■ Task prompt ■
How many lines below include the string "Highway"? State the number alone.

(Stored data entries)
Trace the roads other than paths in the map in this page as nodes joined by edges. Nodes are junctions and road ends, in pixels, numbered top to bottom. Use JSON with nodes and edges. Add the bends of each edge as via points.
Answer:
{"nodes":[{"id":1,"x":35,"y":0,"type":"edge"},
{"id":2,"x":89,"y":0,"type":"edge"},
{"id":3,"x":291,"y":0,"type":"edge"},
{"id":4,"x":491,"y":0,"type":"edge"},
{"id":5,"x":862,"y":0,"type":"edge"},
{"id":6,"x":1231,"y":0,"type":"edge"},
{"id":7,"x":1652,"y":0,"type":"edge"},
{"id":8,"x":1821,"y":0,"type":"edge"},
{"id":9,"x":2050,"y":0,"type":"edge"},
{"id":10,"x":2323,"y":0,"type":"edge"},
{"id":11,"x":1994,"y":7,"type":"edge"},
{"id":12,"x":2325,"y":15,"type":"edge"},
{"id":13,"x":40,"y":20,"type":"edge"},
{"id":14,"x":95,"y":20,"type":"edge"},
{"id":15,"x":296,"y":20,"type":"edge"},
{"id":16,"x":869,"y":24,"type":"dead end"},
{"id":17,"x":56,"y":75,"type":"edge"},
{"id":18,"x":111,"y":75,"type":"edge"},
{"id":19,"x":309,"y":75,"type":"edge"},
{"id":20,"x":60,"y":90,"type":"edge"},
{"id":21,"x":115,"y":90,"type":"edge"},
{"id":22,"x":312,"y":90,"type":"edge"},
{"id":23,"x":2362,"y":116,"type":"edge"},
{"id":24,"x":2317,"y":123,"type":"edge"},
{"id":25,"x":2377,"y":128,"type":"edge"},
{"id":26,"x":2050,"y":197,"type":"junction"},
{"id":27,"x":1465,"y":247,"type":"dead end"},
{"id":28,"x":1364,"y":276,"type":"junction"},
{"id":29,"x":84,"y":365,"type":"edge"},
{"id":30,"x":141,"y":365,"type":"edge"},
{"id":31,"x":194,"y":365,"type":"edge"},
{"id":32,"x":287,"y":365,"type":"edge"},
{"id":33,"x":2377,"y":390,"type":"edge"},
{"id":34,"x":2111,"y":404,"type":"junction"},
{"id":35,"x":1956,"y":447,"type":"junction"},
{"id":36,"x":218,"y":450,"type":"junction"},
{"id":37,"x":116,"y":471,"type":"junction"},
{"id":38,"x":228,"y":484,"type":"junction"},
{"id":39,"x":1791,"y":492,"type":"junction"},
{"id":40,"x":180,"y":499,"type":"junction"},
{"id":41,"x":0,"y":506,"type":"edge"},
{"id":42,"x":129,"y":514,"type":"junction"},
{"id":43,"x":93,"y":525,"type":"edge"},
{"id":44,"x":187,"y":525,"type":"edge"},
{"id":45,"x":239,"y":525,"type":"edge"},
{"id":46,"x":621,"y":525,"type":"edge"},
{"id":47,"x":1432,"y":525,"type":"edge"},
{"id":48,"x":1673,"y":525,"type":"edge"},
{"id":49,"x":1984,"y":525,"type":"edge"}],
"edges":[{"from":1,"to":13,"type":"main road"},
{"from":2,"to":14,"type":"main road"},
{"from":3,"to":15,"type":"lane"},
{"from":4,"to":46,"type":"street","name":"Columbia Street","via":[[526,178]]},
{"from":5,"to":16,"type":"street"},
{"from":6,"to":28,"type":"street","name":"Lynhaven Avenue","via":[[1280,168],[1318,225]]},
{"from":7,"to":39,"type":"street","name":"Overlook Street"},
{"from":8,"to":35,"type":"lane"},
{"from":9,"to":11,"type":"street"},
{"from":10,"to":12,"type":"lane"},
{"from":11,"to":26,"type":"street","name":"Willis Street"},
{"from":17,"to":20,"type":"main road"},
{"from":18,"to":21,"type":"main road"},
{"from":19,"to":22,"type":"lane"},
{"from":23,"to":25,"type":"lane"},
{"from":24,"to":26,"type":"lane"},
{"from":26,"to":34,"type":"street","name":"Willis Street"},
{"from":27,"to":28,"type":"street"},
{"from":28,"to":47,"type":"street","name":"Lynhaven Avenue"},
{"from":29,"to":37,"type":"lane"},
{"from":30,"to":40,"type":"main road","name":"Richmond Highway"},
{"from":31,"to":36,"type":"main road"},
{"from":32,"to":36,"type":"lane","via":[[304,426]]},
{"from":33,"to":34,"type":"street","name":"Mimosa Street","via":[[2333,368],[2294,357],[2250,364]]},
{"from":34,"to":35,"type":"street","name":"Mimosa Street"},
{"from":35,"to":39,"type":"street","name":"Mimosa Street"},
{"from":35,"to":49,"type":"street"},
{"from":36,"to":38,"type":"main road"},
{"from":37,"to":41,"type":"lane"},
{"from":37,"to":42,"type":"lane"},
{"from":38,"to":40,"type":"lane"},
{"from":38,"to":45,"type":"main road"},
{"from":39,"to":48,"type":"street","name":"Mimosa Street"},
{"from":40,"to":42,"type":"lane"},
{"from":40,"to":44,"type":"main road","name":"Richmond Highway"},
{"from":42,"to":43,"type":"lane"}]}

■ Result below ■
2